* TASK STATEMENT
The answer is a number and nothing else: the count of lines in these entries containing the word "image".

* GIVEN INFORMATION
Start of Block

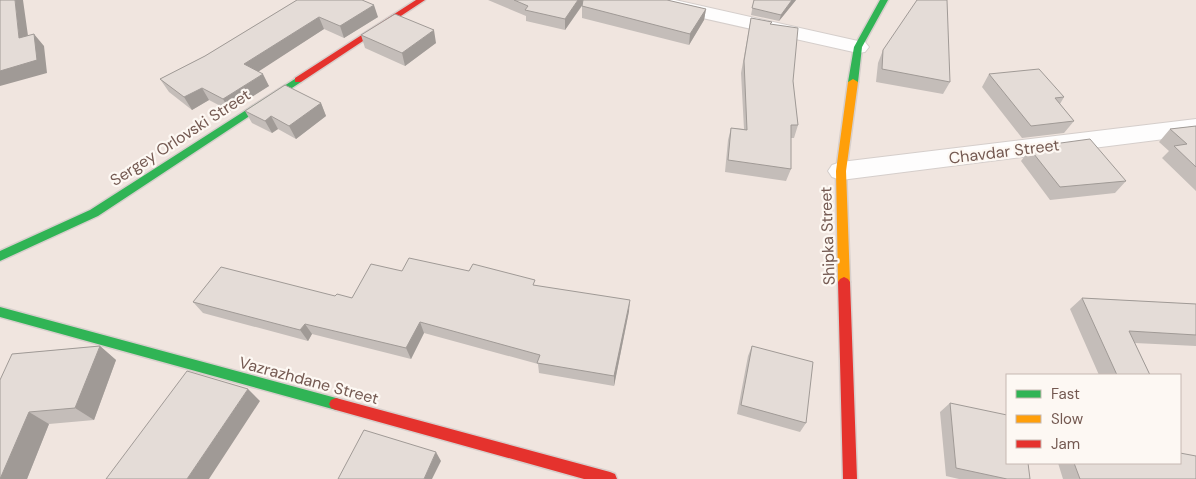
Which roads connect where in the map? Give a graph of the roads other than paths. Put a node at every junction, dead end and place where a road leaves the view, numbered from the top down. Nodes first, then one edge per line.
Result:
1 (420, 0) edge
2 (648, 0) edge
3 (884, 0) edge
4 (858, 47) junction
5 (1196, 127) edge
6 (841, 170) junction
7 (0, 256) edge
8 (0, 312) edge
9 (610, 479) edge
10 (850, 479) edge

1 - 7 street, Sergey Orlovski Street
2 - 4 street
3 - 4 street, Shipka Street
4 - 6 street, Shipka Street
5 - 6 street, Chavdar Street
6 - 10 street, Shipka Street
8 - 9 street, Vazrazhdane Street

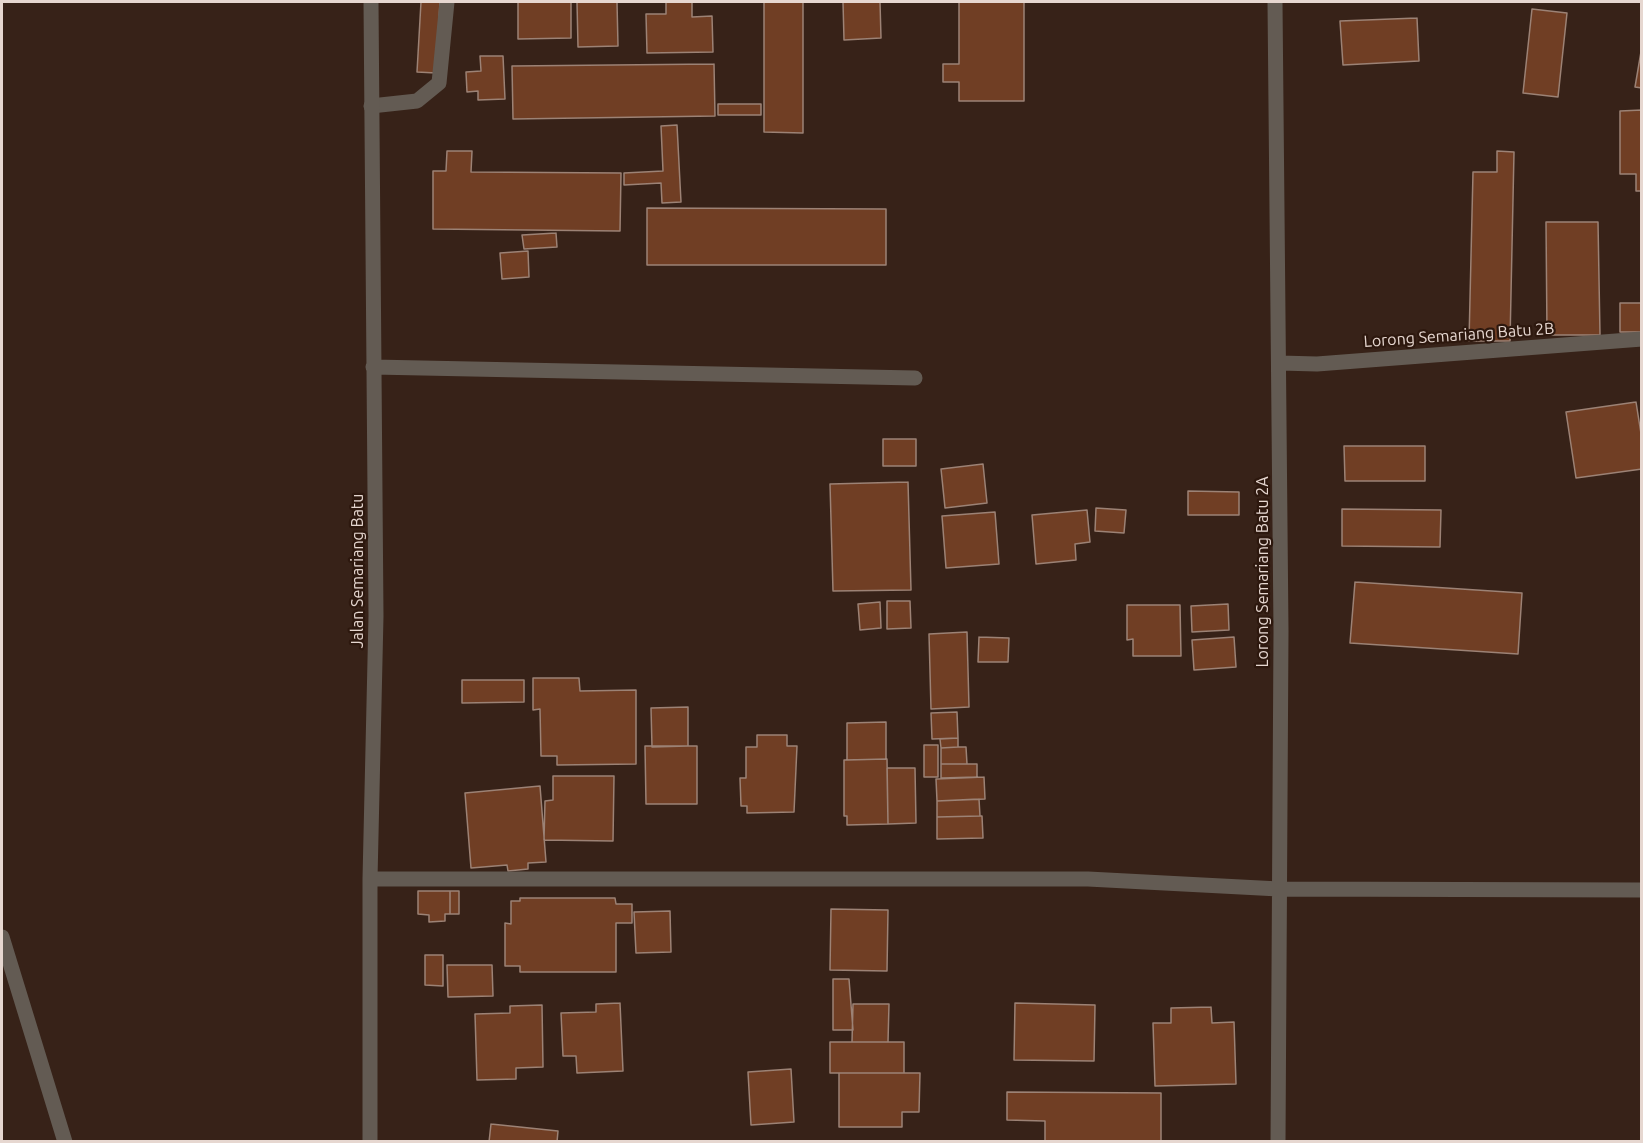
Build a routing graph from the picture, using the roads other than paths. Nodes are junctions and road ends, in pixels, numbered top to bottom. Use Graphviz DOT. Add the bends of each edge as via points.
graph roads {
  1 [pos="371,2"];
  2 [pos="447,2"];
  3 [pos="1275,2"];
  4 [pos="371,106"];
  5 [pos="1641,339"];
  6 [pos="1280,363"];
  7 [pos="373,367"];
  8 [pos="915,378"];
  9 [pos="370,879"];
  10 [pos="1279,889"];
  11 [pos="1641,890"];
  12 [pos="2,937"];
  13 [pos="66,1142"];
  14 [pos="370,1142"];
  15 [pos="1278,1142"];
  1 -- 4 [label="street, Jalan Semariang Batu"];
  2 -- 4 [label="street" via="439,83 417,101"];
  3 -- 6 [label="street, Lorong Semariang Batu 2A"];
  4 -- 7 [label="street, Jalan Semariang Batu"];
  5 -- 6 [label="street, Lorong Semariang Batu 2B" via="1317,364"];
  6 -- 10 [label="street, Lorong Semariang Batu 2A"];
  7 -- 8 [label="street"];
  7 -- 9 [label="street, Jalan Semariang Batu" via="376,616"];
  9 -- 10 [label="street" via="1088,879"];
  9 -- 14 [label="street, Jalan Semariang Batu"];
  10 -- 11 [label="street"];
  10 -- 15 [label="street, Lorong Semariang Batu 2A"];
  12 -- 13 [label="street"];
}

End of Block
Start of Block

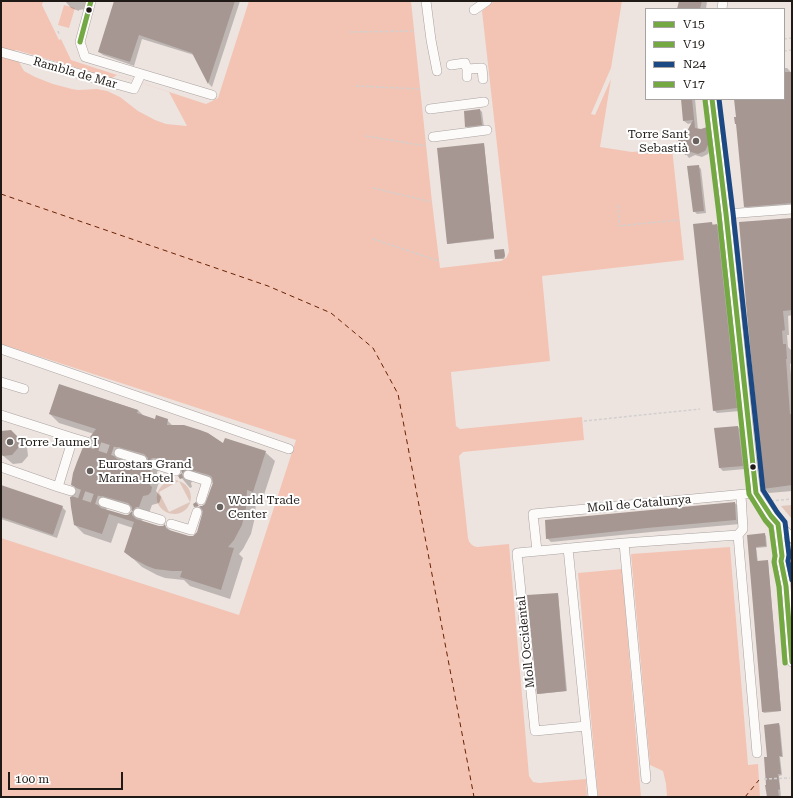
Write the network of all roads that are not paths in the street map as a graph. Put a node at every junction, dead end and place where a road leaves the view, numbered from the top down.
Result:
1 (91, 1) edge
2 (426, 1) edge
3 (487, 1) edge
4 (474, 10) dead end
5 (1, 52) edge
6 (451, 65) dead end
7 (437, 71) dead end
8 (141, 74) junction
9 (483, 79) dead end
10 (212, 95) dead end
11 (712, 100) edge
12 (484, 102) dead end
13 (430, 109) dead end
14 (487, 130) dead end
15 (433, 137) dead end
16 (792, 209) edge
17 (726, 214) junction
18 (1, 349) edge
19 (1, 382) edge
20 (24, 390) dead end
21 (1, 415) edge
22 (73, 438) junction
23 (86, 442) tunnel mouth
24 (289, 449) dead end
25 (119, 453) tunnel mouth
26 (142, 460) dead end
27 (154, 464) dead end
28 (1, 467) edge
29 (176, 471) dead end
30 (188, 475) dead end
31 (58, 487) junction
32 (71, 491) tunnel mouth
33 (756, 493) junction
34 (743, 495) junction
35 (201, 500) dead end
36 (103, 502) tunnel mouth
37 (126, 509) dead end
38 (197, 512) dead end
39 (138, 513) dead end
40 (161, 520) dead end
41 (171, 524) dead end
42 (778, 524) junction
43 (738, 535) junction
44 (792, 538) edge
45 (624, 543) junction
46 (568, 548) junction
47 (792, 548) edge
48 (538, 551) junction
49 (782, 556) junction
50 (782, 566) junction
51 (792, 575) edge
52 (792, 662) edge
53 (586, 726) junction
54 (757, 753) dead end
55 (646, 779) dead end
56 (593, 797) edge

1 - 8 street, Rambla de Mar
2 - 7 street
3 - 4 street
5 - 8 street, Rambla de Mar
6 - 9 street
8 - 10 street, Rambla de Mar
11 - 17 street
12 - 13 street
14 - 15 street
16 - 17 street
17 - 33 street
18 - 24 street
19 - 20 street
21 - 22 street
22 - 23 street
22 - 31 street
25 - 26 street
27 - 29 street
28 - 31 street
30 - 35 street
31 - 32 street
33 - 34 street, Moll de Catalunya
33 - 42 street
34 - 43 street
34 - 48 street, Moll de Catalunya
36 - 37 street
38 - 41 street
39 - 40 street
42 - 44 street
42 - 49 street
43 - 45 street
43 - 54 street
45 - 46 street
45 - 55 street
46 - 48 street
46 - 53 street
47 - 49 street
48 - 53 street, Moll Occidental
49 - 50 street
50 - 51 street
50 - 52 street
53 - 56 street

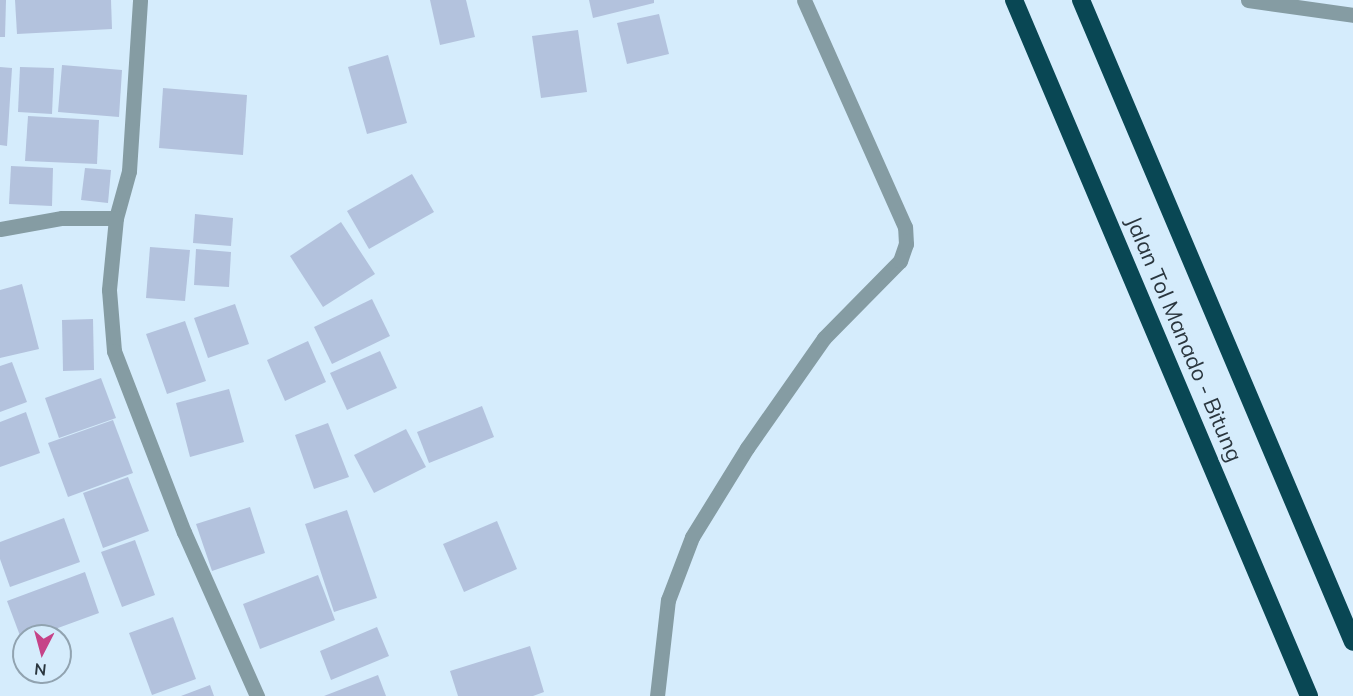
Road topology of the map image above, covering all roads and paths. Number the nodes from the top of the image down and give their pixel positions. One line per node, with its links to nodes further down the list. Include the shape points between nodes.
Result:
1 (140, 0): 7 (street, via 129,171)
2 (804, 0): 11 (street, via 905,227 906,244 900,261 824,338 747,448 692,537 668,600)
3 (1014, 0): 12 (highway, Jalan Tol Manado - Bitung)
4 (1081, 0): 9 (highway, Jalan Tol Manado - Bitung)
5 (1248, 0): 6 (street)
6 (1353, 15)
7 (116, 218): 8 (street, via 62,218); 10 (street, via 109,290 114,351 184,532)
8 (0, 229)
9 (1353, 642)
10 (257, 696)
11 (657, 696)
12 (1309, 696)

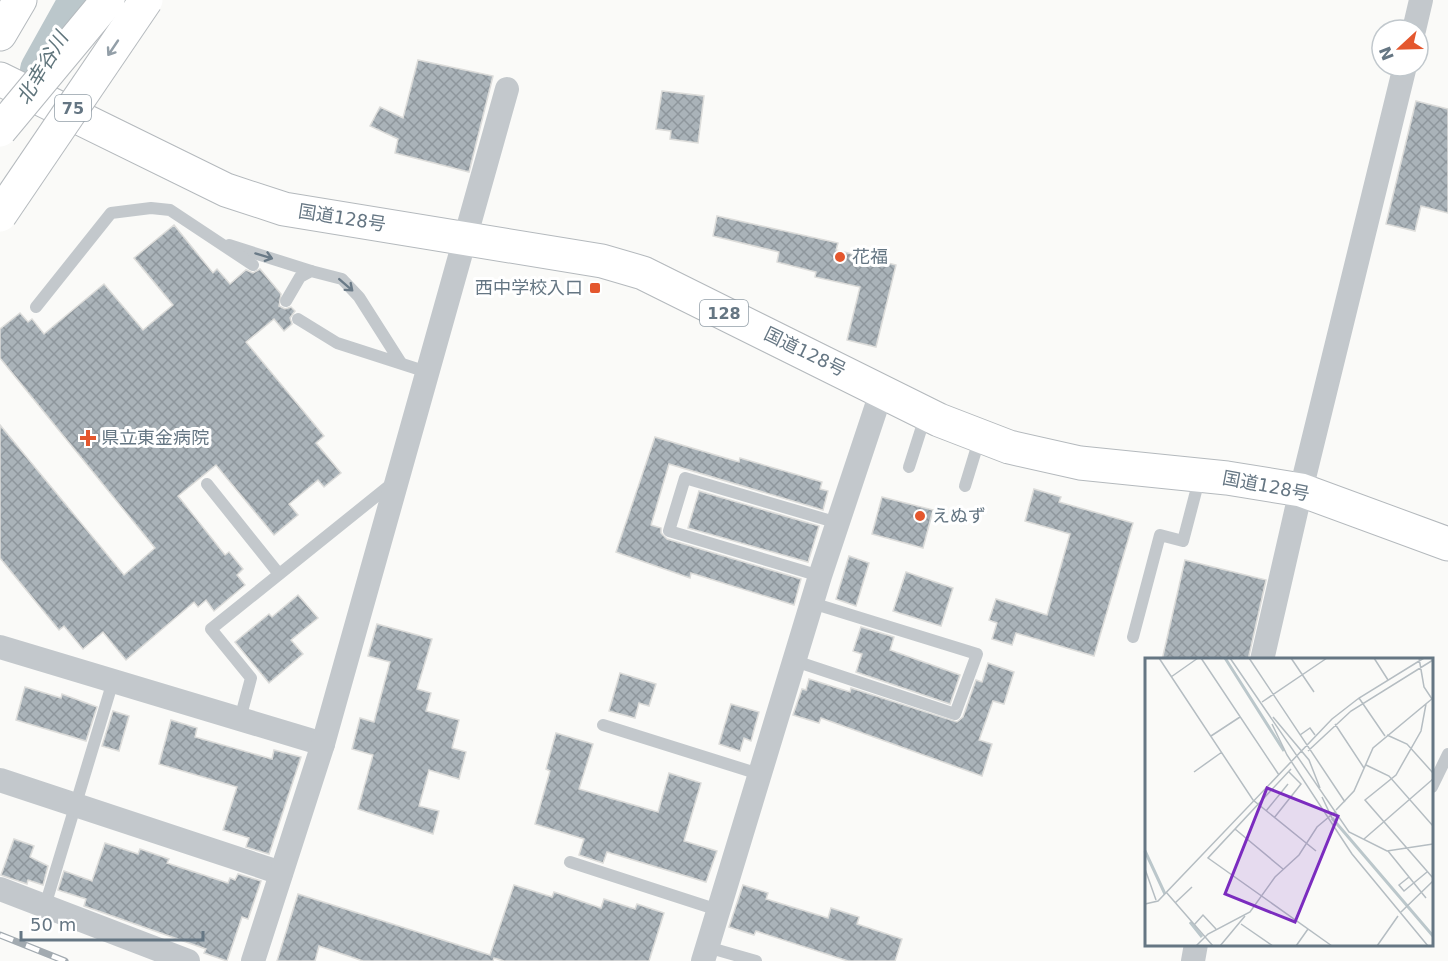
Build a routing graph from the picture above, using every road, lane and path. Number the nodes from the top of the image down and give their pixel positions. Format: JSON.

End of Block

* SOLUTION TO THIS TASK
2